O local que alugava para sediar o novo negócio pertencia a Arnaldo Ramos, integrante do Partido Comunista e responsável por organizar sua atuação política em Apucarana. Como conhecia a história de Narciso, Arnaldo buscou sua ajuda, em 1975, para coordenar a organização. Narciso chegou a hesitar, visto que tinha planos de ir para a França no ano seguinte a fim de cursar ciências políticas na Universidade Paris Nanterre, próximo à capital do país. Mesmo assim, Narciso aceitou o chamado e ajudou o militante a deixar o partido nos conformes antes de sua ida ao exterior.

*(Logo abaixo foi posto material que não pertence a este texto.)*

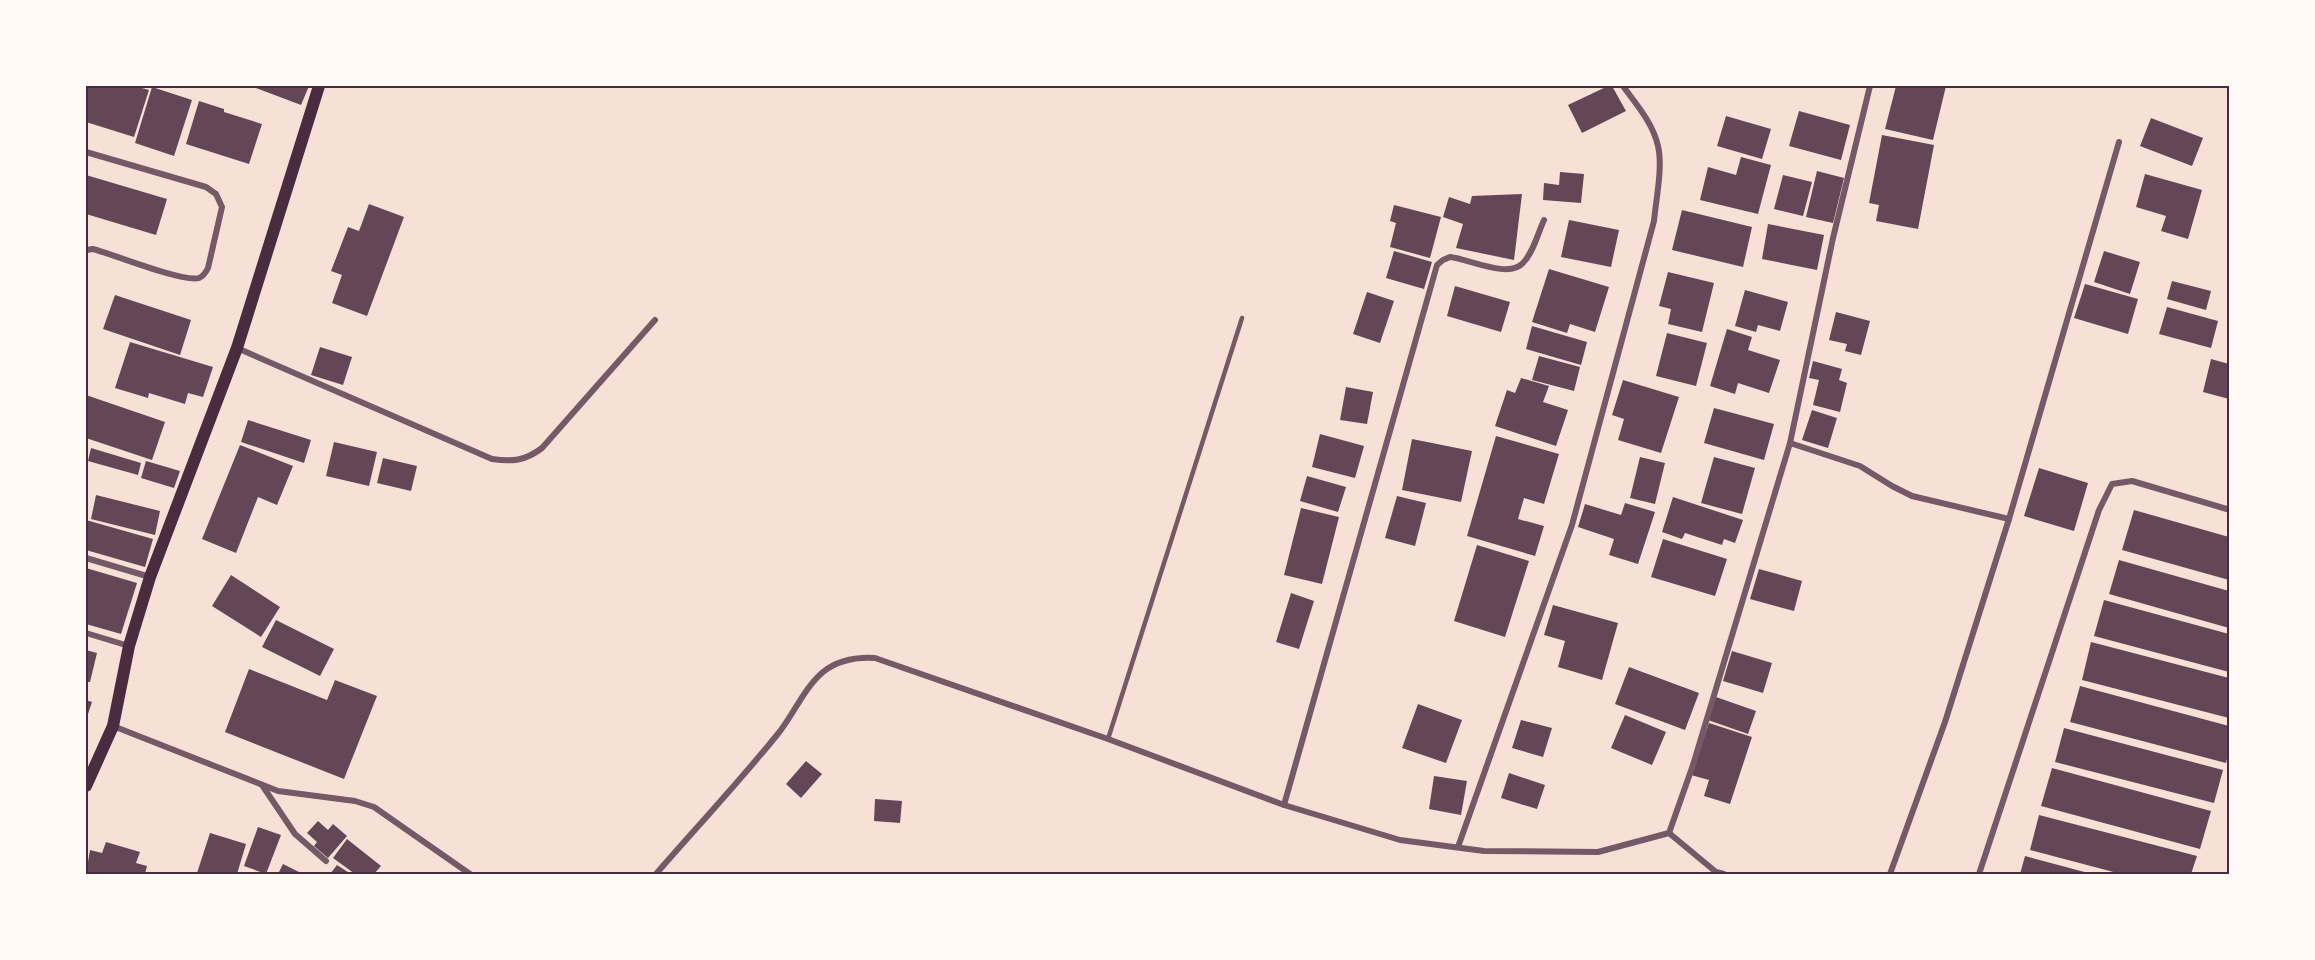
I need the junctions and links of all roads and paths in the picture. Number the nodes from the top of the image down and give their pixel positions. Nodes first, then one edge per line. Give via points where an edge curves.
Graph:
1 (319, 86) edge
2 (1623, 86) edge
3 (1870, 86) edge
4 (2119, 142) dead end
5 (86, 152) edge
6 (1544, 220) dead end
7 (86, 250) edge
8 (1242, 318) dead end
9 (655, 320) dead end
10 (237, 348) junction
11 (1790, 443) junction
12 (2229, 510) edge
13 (2009, 519) junction
14 (86, 558) edge
15 (150, 577) junction
16 (86, 633) edge
17 (129, 646) junction
18 (112, 726) junction
19 (1108, 739) junction
20 (262, 784) junction
21 (86, 786) edge
22 (1284, 805) junction
23 (1669, 833) junction
24 (1458, 847) junction
25 (326, 861) dead end
26 (470, 874) edge
27 (656, 874) edge
28 (1724, 874) edge
29 (1890, 874) edge
30 (1978, 874) edge

1 - 10 main road
2 - 24 street via 1648,121 1658,147 1654,221 1572,525
3 - 11 street
4 - 13 street
5 - 7 street via 206,187 216,194 222,207 208,268 198,278
6 - 22 street via 1518,267 1504,270 1450,257 1437,265
8 - 19 lane
9 - 10 street via 542,448 532,456 509,461 492,459
10 - 15 main road
11 - 13 street via 1860,466 1912,496
11 - 23 street
12 - 30 street via 2132,481 2112,484 2099,510
13 - 29 street via 1945,722
14 - 15 street
15 - 17 main road
16 - 17 street
17 - 18 main road
18 - 20 street
18 - 21 main road
19 - 22 street
19 - 27 street via 875,658 844,660 812,682 779,733
20 - 25 street via 295,834
20 - 26 street via 278,791 374,807
22 - 24 street via 1400,840
23 - 24 street via 1598,852 1484,851
23 - 28 street via 1716,872

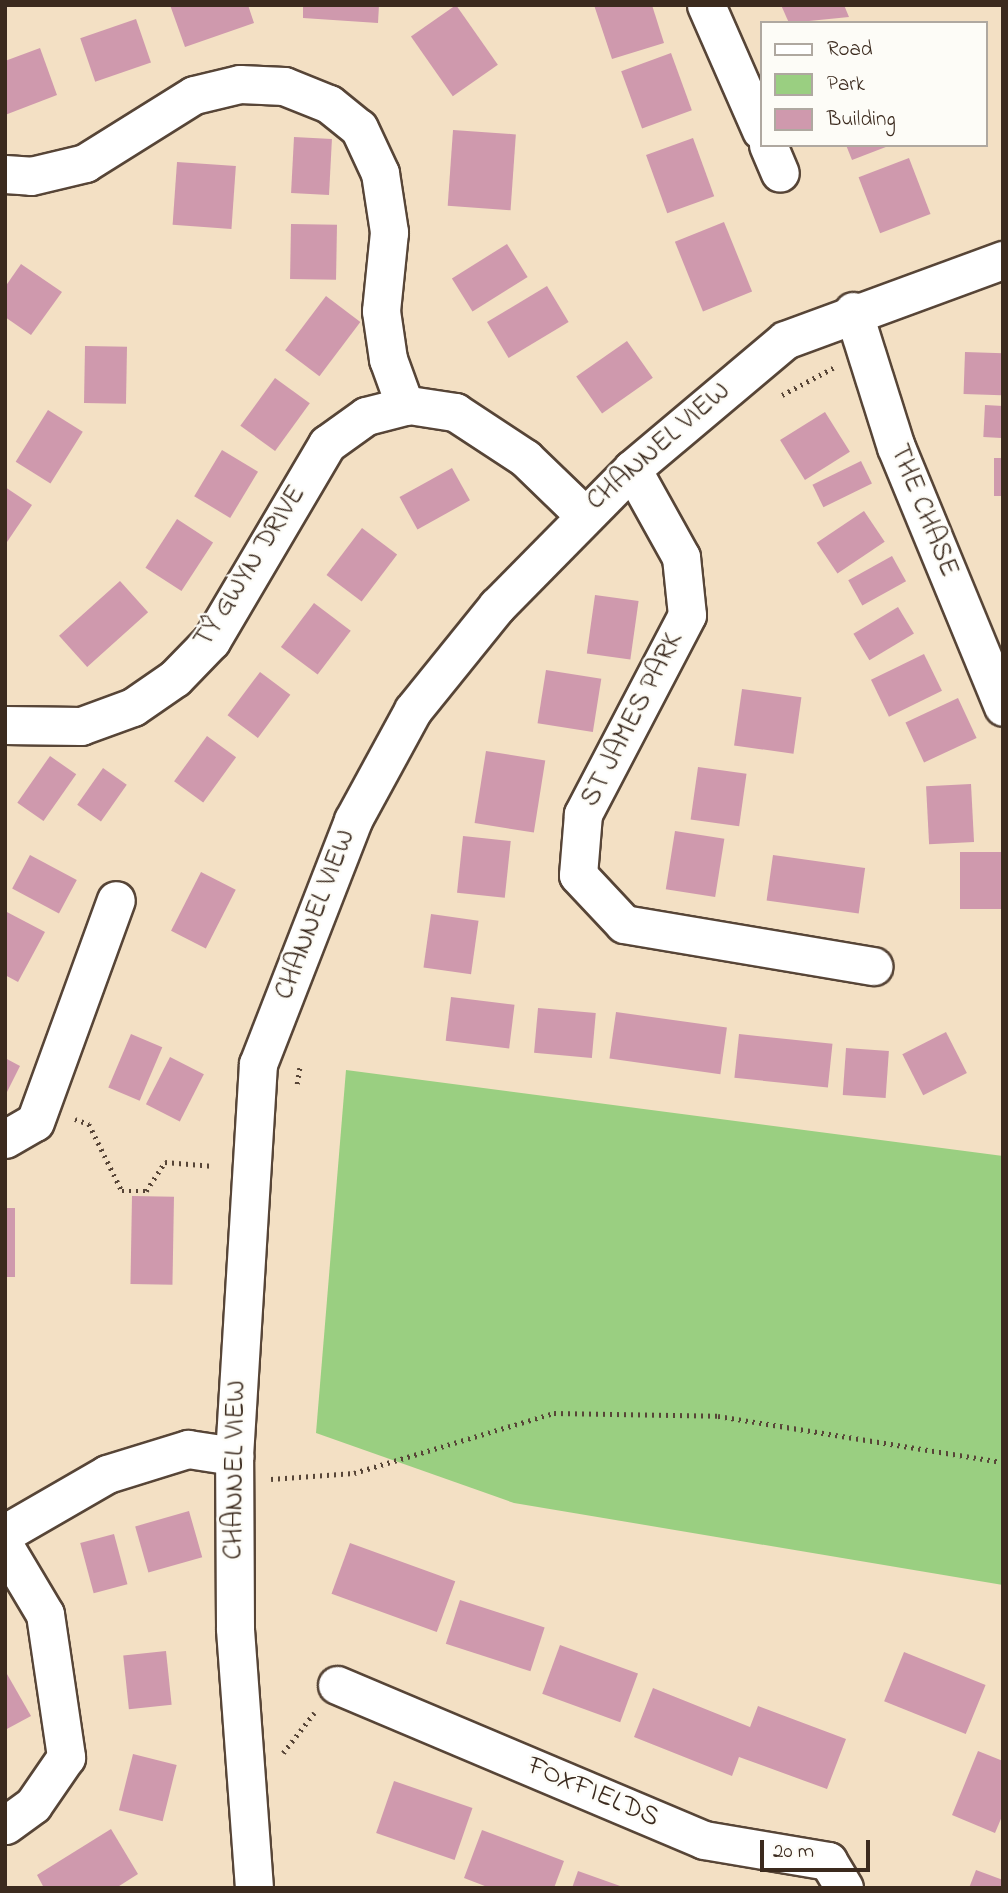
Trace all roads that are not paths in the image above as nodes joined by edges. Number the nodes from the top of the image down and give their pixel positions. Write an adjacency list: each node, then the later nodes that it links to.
1 (706, 5): 2 (street)
2 (760, 128)
3 (5, 174): 6 (street)
4 (1003, 260): 5 (street, CHANNEL VIEW)
5 (853, 311): 7 (street, CHANNEL VIEW); 9 (street, THE CHASE)
6 (405, 406): 8 (street, TŶ GWYN DRIVE); 10 (street, TŶ GWYN DRIVE)
7 (632, 469): 8 (street, CHANNEL VIEW); 12 (street, ST JAMES PARK)
8 (582, 513): 14 (street, CHANNEL VIEW)
9 (1003, 707)
10 (5, 725)
11 (116, 900): 13 (street)
12 (873, 966)
13 (5, 1139)
14 (249, 1461): 15 (street); 19 (street, CHANNEL VIEW)
15 (5, 1533)
16 (5, 1547): 18 (street)
17 (337, 1685): 20 (street, FOXFIELDS)
18 (5, 1825)
19 (254, 1888)
20 (844, 1888)

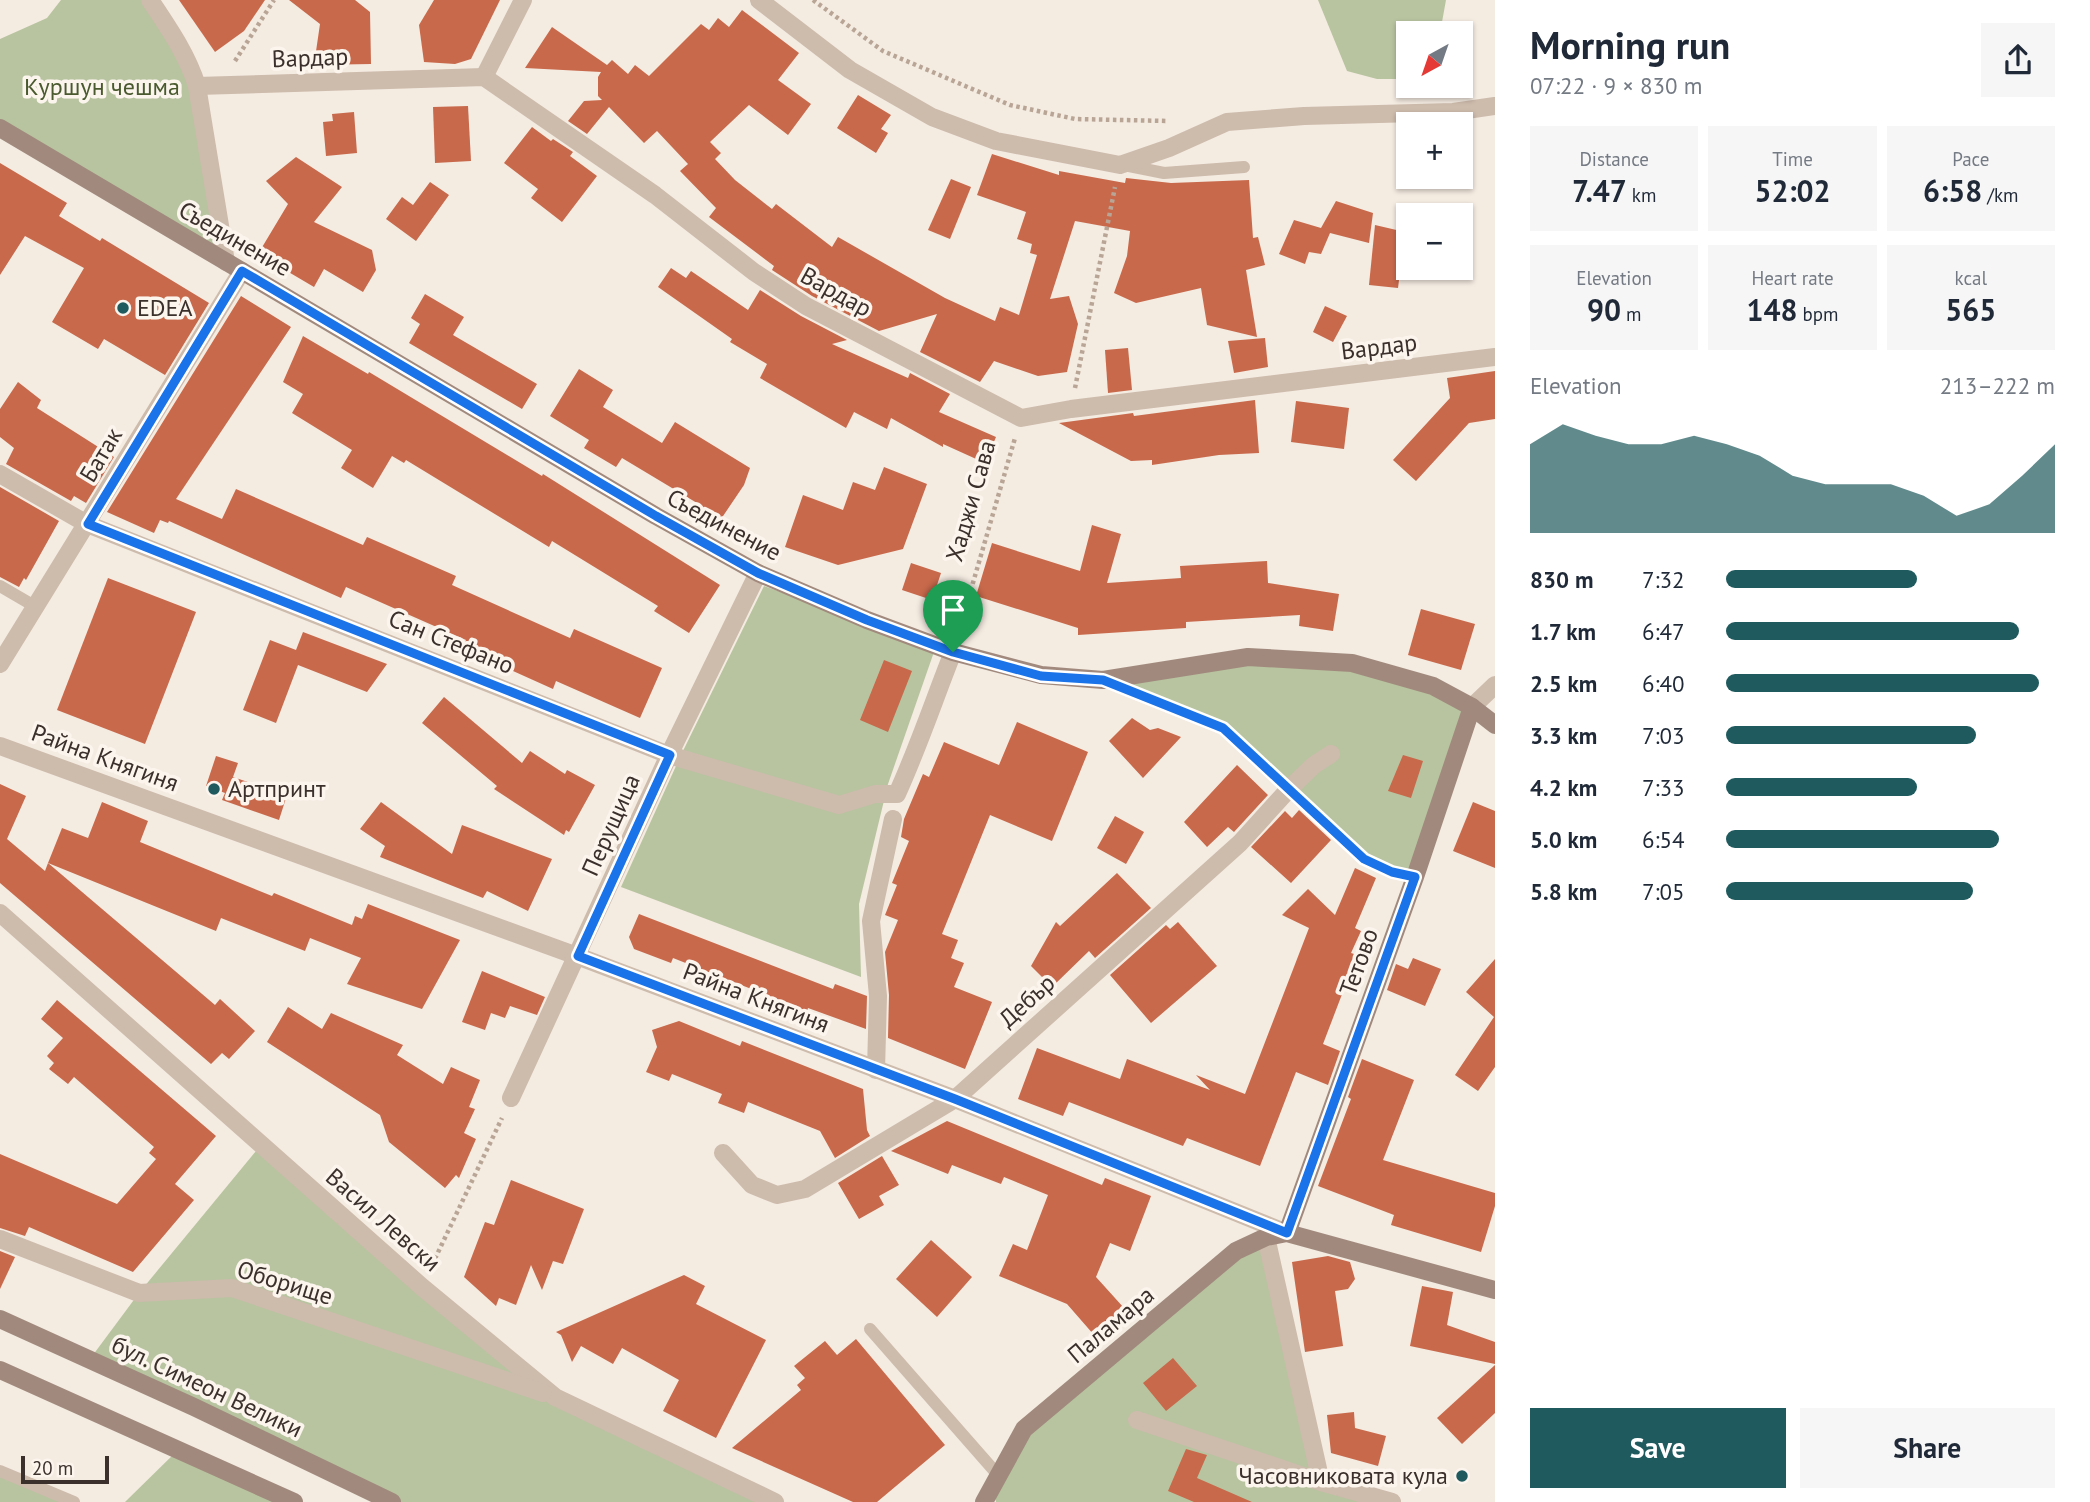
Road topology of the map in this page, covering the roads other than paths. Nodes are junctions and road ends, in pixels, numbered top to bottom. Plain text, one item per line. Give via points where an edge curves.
1 (150, 0) edge
2 (523, 0) edge
3 (758, 0) edge
4 (484, 77) junction
5 (197, 86) junction
6 (1495, 106) edge
7 (0, 128) edge
8 (1120, 165) junction
9 (1244, 167) dead end
10 (234, 267) junction
11 (1495, 357) edge
12 (0, 474) edge
13 (88, 524) junction
14 (758, 573) junction
15 (0, 586) edge
16 (36, 607) junction
17 (953, 652) junction
18 (0, 664) edge
19 (1103, 680) junction
20 (1495, 685) edge
21 (1472, 707) junction
22 (1495, 725) edge
23 (0, 746) edge
24 (1332, 754) dead end
25 (670, 755) junction
26 (1289, 789) junction
27 (892, 819) dead end
28 (1415, 877) junction
29 (0, 913) edge
30 (578, 956) junction
31 (876, 1070) junction
32 (511, 1098) road end
33 (955, 1099) junction
34 (723, 1153) dead end
35 (1287, 1233) junction
36 (1266, 1237) junction
37 (0, 1239) edge
38 (1495, 1290) edge
39 (0, 1319) edge
40 (870, 1329) dead end
41 (0, 1370) edge
42 (555, 1397) junction
43 (1137, 1420) dead end
44 (0, 1471) edge
45 (1321, 1482) junction
46 (995, 1487) edge
47 (69, 1500) edge
48 (45, 1502) edge
49 (295, 1502) edge
50 (392, 1502) edge
51 (775, 1502) edge
52 (984, 1502) edge
53 (1392, 1502) edge

1 - 5 street via 181,49
2 - 4 street
3 - 8 street via 849,70 932,117 996,141
4 - 5 street, Вардар
4 - 11 street, Вардар via 656,195 754,272 806,306 1021,418
5 - 10 street
6 - 8 street via 1227,122
7 - 10 street, Съединение
8 - 9 lane via 1164,173
10 - 13 street, Батак
10 - 14 street, Съединение
12 - 13 street, Сан Стефано
13 - 16 street, Батак
13 - 25 street, Сан Стефано
14 - 17 street, Съединение
14 - 25 street, Перущица
15 - 16 lane
16 - 18 street, Батак
17 - 19 street, Съединение via 1041,676
17 - 25 street, Сан Стефано via 897,794 875,794 839,806
19 - 21 street, Съединение via 1248,657 1352,663 1433,686
19 - 26 lane via 1223,728
20 - 21 street
21 - 22 street, Съединение
21 - 28 street, Тетово
23 - 30 street, Райна Княгиня
24 - 26 street, Дебър
25 - 30 street, Перущица
26 - 28 lane via 1364,859
26 - 33 street, Дебър via 1240,843
27 - 31 street via 871,921 878,996
28 - 35 street, Тетово
29 - 42 street, Васил Левски via 422,1287
30 - 31 street, Райна Княгиня
30 - 32 street, Перущица
31 - 33 street, Райна Княгиня
33 - 34 street, Дебър via 805,1189 777,1195 752,1185
33 - 35 street, Райна Княгиня
35 - 36 street, Паламара
35 - 38 street, Райна Княгиня
36 - 45 street
36 - 46 street, Паламара via 1237,1251 1024,1429
37 - 42 street, Оборище via 139,1293 232,1288
39 - 50 street, бул. Симеон Велики
40 - 46 lane
41 - 49 street
42 - 51 street, Васил Левски
43 - 45 street
44 - 47 lane
45 - 53 street
46 - 52 street, Паламара
47 - 48 lane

Porém, Narciso não viajaria para a Europa tão cedo. No contexto da implacável Operação Marumbi, as autoridades tomaram notícia de que estava novamente atuando ativamente na mobilização contra a ditadura, e dessa vez sua família veio a sofrer danos colaterais com a prisão e tortura de um de seus irmãos. Os militares sabiam que não havia nada ali para ser descoberto, mas o recado para Narciso foi dado claramente: “ou você aparece, ou toda a sua família será presa e torturada”.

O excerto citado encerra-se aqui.